▶ _Try it_: Please transcribe the data exactly as shown, skipping the images.

▶ _Task inputs_:
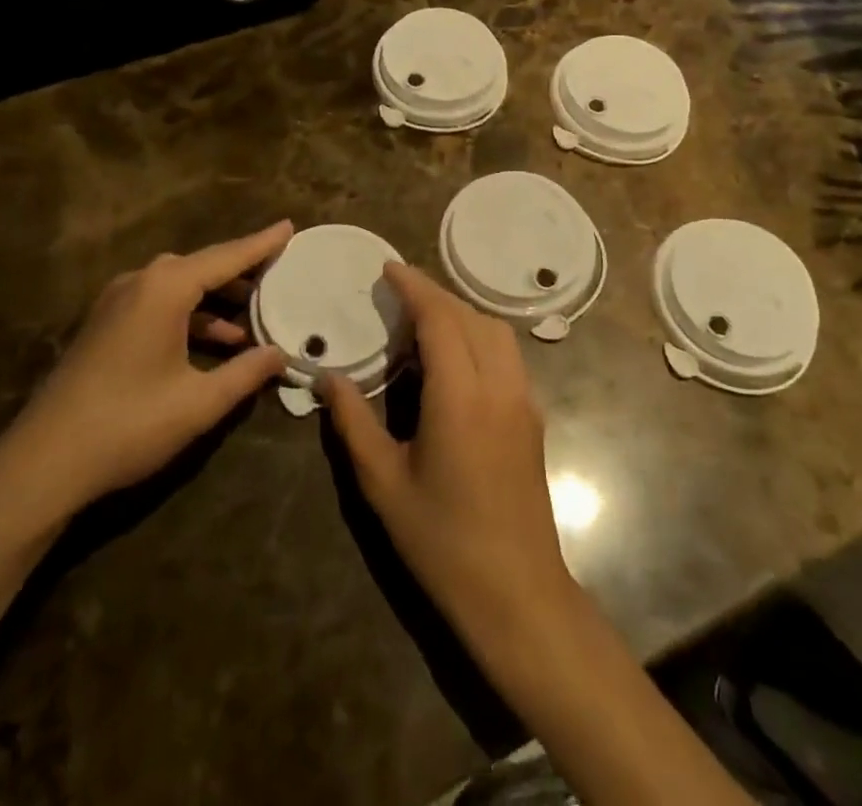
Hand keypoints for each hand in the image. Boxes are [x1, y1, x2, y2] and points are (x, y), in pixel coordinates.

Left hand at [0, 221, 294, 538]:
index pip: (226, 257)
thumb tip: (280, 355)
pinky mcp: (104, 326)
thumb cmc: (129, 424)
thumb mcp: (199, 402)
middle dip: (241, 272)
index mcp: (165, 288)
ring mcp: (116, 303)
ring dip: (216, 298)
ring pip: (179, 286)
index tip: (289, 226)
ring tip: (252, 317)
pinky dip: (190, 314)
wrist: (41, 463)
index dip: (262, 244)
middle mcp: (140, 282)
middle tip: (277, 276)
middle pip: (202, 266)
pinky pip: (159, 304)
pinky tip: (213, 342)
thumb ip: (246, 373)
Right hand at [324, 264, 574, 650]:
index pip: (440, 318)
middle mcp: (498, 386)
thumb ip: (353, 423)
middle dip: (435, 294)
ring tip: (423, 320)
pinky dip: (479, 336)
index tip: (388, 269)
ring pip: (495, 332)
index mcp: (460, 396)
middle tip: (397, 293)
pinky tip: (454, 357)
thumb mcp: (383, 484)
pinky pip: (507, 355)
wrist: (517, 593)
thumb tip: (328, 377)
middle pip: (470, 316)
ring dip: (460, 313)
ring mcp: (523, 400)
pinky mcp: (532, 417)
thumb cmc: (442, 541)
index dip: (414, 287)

▶ _Task response_:
Hand keypoints for each hand in the image. Boxes are [x1, y1, x2, y2] and points are (x, y), in pixel coordinates.

Left hand at [0, 221, 294, 538]:
index pip: (226, 257)
thumb tip: (280, 355)
pinky mcp: (104, 326)
thumb cmc: (129, 424)
thumb mcp: (199, 402)
middle dip: (241, 272)
index mcp: (165, 288)
ring mcp: (116, 303)
ring dip: (216, 298)
ring pip: (179, 286)
index tip: (289, 226)
ring tip: (252, 317)
pinky dip: (190, 314)
wrist: (41, 463)
index dip: (262, 244)
middle mcp: (140, 282)
middle tip: (277, 276)
middle pip: (202, 266)
pinky pip: (159, 304)
pinky tip: (213, 342)
thumb ip: (246, 373)
Right hand at [324, 264, 574, 650]:
index pip: (440, 318)
middle mcp: (498, 386)
thumb ip: (353, 423)
middle dip: (435, 294)
ring tip: (423, 320)
pinky dip: (479, 336)
index tip: (388, 269)
ring pip: (495, 332)
index mcp: (460, 396)
middle tip: (397, 293)
pinky tip: (454, 357)
thumb mcp: (383, 484)
pinky pip: (507, 355)
wrist: (517, 593)
thumb tip: (328, 377)
middle pip: (470, 316)
ring dip: (460, 313)
ring mcp: (523, 400)
pinky mcp: (532, 417)
thumb cmc: (442, 541)
index dip: (414, 287)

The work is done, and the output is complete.